Ph: DR-: Passer du rêve à la réalité?

La Communauté économique des Etats de l’Afrique de l’Ouest (Cedeao) multiplie les initiatives pour parvenir à la création d’une monnaie unique à l’horizon 2020. Une Task force présidentielle regroupant les chefs d’Etats de la Côte d’Ivoire, du Ghana, du Niger et du Nigéria est mise en place à cette fin. En raison de l’expérience acquise par les pays de l’Uemoa, il importe de se demander en quoi l’expérience du Franc CFA peut servir ou non de référence ou de catalyseur à l’accélération du processus de création de la monnaie unique de la Cedeao.

(Par Abel GBETOENONMON)

Depuis la création de la Communauté économique des Etats de l’Afrique de l’Ouest (Cedeao) en 1975, le rêve d’une monnaie unique habitait déjà les Chefs d’Etat et de gouvernement. Des avancés sont obtenus en matière de convergence économique avec la mise en place d’institutions de dialogue entre les autorités monétaires et de mécanisme de surveillance multilatérale. Plusieurs échéances ont été fixées en vain. Mais jusque là, plusieurs monnaies nationales coexistent au sein de l’espace Cedeao à côté du Franc CFA partagé par huit pays de l’Union économique et monétaire ouest-africaine (Uemoa). Un des enjeux stratégiques majeure est de savoir si  le Franc CFA (en tant que première monnaie unique) sera un atout ou une contrainte pour la création d’une seule zone monétaire au sein de l’espace Cedeao.
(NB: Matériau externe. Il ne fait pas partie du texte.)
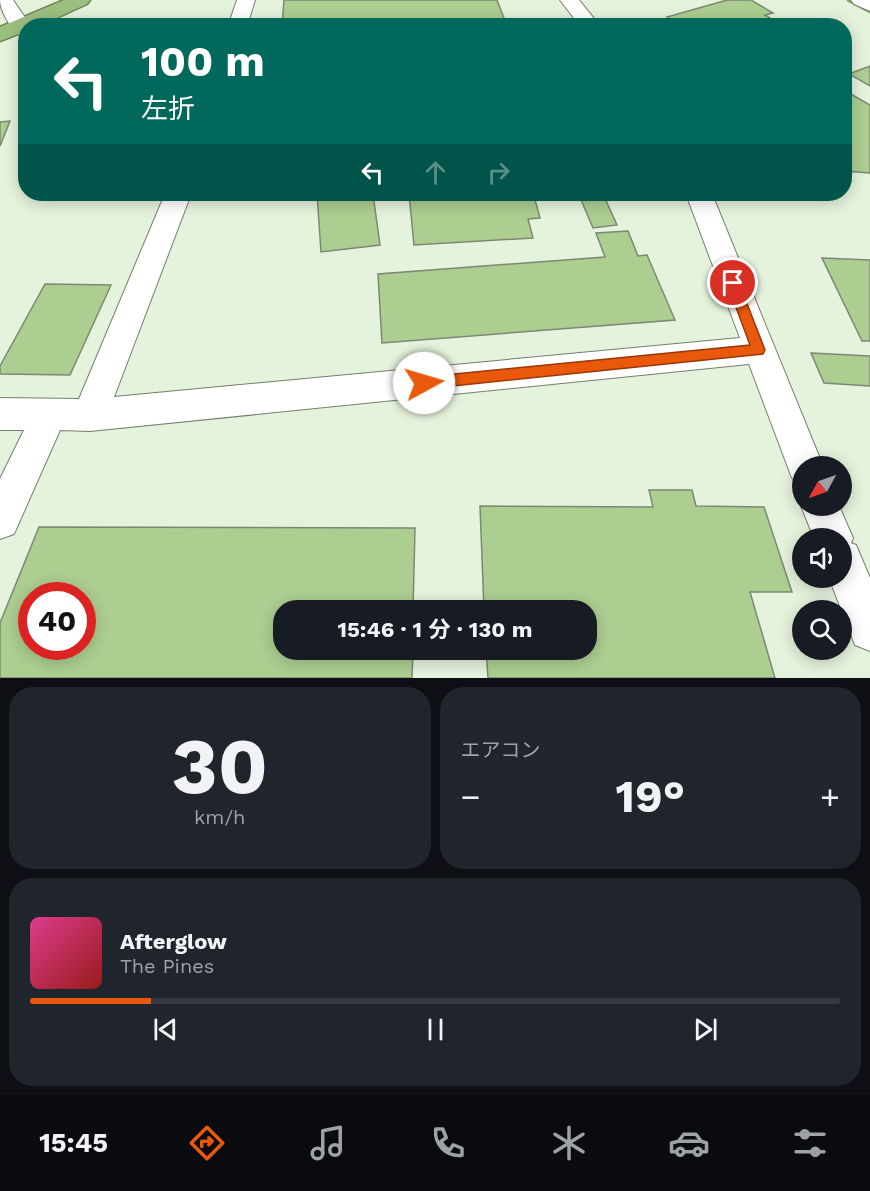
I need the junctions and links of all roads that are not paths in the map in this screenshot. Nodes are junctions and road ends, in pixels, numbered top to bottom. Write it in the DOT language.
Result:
graph roads {
  1 [pos="55,0"];
  2 [pos="80,0"];
  3 [pos="246,0"];
  4 [pos="569,0"];
  5 [pos="860,0"];
  6 [pos="870,5"];
  7 [pos="11,14"];
  8 [pos="240,18"];
  9 [pos="584,18"];
  10 [pos="0,35"];
  11 [pos="174,201"];
  12 [pos="702,201"];
  13 [pos="758,350"];
  14 [pos="0,414"];
  15 [pos="50,414"];
  16 [pos="90,416"];
  17 [pos="801,456"];
  18 [pos="0,520"];
  19 [pos="852,584"];
  20 [pos="870,630"];
  1 -- 7 [label="highway"];
  2 -- 7 [label="highway"];
  3 -- 8 [label="street"];
  4 -- 9 [label="street"];
  5 -- 6 [label="street"];
  7 -- 10 [label="highway"];
  11 -- 16 [label="street"];
  12 -- 13 [label="street"];
  13 -- 16 [label="street"];
  13 -- 17 [label="street"];
  14 -- 15 [label="street"];
  15 -- 16 [label="street"];
  15 -- 18 [label="street"];
  19 -- 20 [label="street"];
}
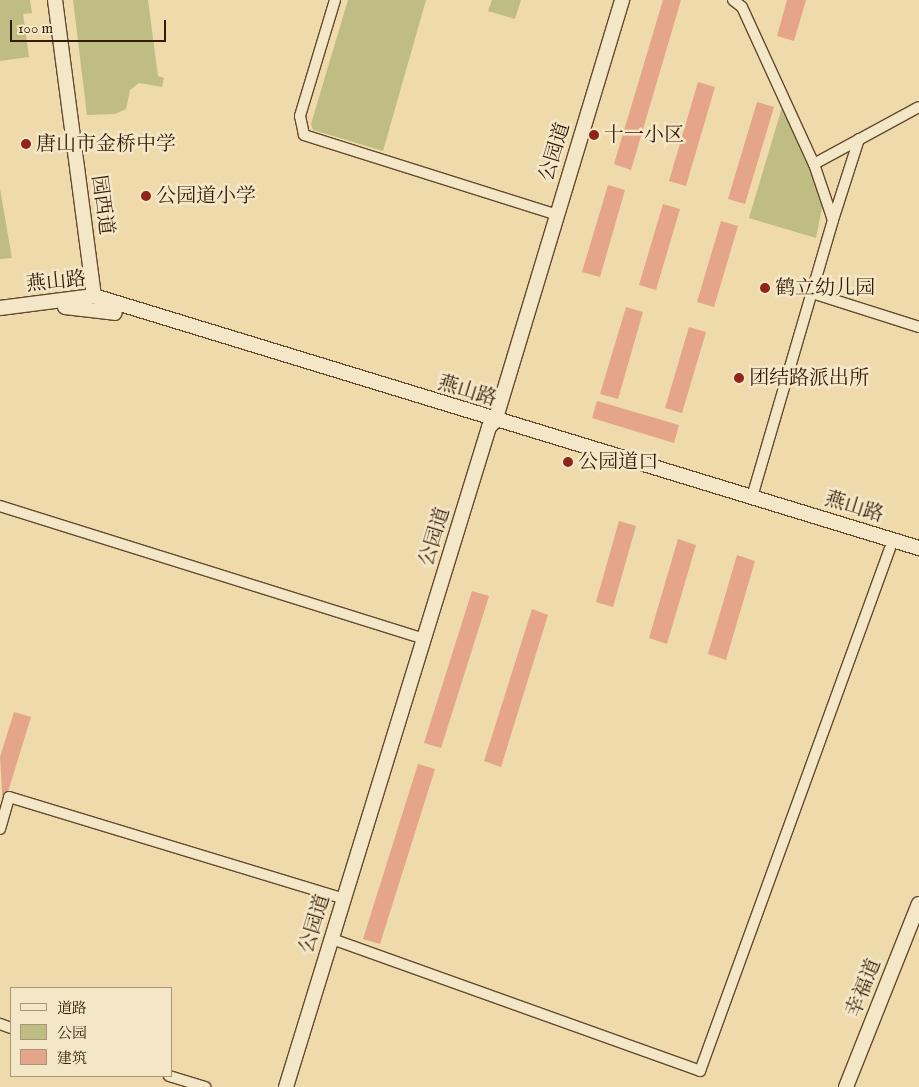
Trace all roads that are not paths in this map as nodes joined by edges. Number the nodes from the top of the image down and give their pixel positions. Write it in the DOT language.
graph roads {
  1 [pos="55,0"];
  2 [pos="334,0"];
  3 [pos="622,0"];
  4 [pos="733,0"];
  5 [pos="919,106"];
  6 [pos="859,139"];
  7 [pos="814,164"];
  8 [pos="557,215"];
  9 [pos="833,220"];
  10 [pos="812,293"];
  11 [pos="94,296"];
  12 [pos="0,308"];
  13 [pos="0,316"];
  14 [pos="919,326"];
  15 [pos="492,424"];
  16 [pos="752,497"];
  17 [pos="0,506"];
  18 [pos="890,548"];
  19 [pos="919,548"];
  20 [pos="919,557"];
  21 [pos="424,639"];
  22 [pos="0,829"];
  23 [pos="344,899"];
  24 [pos="919,904"];
  25 [pos="919,927"];
  26 [pos="332,939"];
  27 [pos="171,1077"];
  28 [pos="205,1087"];
  29 [pos="286,1087"];
  30 [pos="846,1087"];
  31 [pos="855,1087"];
  1 -- 11 [label="main road, 园西道"];
  2 -- 8 [label="street"];
  3 -- 8 [label="main road, 公园道"];
  4 -- 7 [label="street"];
  5 -- 6 [label="street"];
  6 -- 7 [label="street"];
  6 -- 9 [label="street"];
  7 -- 9 [label="street"];
  8 -- 15 [label="main road, 公园道"];
  9 -- 10 [label="street"];
  10 -- 14 [label="street"];
  10 -- 16 [label="street"];
  11 -- 12 [label="main road, 燕山路"];
  11 -- 15 [label="main road, 燕山路"];
  13 -- 15 [label="main road, 燕山路"];
  15 -- 16 [label="main road, 燕山路"];
  15 -- 18 [label="main road, 燕山路"];
  15 -- 21 [label="main road, 公园道"];
  16 -- 19 [label="main road, 燕山路"];
  17 -- 21 [label="street"];
  18 -- 20 [label="main road, 燕山路"];
  18 -- 26 [label="street"];
  21 -- 23 [label="main road, 公园道"];
  22 -- 23 [label="street"];
  23 -- 26 [label="main road, 公园道"];
  24 -- 30 [label="main road, 幸福道"];
  25 -- 31 [label="main road, 幸福道"];
  26 -- 29 [label="main road, 公园道"];
  27 -- 28 [label="street"];
}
 Nouvelle feuille de route

 Sous l’égide du Président en exercice de la Cedeao, S.E.M. Faure Gnassingbé, les présidents ivoirien Alassane Ouattara, ghanéen Nana Akufo-Addo, nigérien Mahamadou Issoufou et nigérian Muhammadu Buhari (membres de la Task force présidentielle) ont adopté le 21 février 2018, à Accra, au Ghana, une nouvelle feuille de route pour accélérer le processus de création de la monnaie unique de la Cedeao.

 

L’ambition est noble : mettre en circulation dans l’ensemble des pays ou plusieurs pays de la Cedeao (au-delà des pays de l’Uemoa), une monnaie unique en remplacement des monnaies nationales qui existent aujourd’hui.

Actuellement, le Franc Cfa de l’Uemoa est une monnaie unique pour huit (08) pays membres de la Cedeao, à l’image de l’Euro pour certains pays de l’Union européenne. Mais à la différence de l’Euro, qui est le résultat d’un processus d’intégration économique poussée et de longue durée, le Franc CFA est un héritage de la colonisation française qui a eu le mérite d’être un catalyseur et un des principaux déterminant du processus d’intégration économique de l’Uemoa. Bien qu’étant un héritage de la colonisation (Franc des colonies françaises d’Afrique puis Franc de la communauté francophone d’Afrique), le Cfa a conditionné et imposé le rythme, l’allure, les normes, les stratégies et les politiques d’intégration régionale de l’Uemoa. Avec la colonisation, le Franc Cfa a remplacé le troc et les formes primitives de monnaie (utilisées dans les royaumes et empires d’Afrique) pour s’imposer comme monnaie unique dont la garantie de convertibilité est assurée par le Trésor public français au profit des pays utilisateurs.

 

Les exigences de convergence économique, de politiques communes et discipline budgétaire qu’impose aux pays l’utilisation d’une monnaie unique ont conduit en 1992 à la création de l’Uemoa. Mise en place en lieu et place de l’Union monétaire ouest-africaine (Uemoa) et de la Communauté économique de l’Afrique de l’Ouest (Ceao), l’Uemoa a la Banque centrale des Etats de l’Afrique de l’Ouest (Bceao) comme institution spécialisée en charge de la politique monétaire et de la discipline bancaire de l’union.

 

Comme on le voit, la monnaie unique est un instrument de politique d’intégration monétaire. Mieux qu’une monnaie commune (qui ne remplace pas les monnaies nationales), la monnaie unique remplace les monnaies nationales et nécessite un niveau de convergence économique plus poussée.

 

Avec le Franc Cfa comme monnaie unique et en tant que zone économique et monétaire, gérée par la  Bceao, l’Uemoa pourrait mettre ses expériences (échecs et succès) à contribution pour la création et la gestion de la monnaie unique de la Cedeao. Bien capitalisée, l’expérience du Franc Cfa avec l’Uemoa pourrait être un atout majeur pour faire de la Cedeao une zone économique et monétaire viable, compétitive, attractive et génératrice d’emplois et de revenus pour les populations.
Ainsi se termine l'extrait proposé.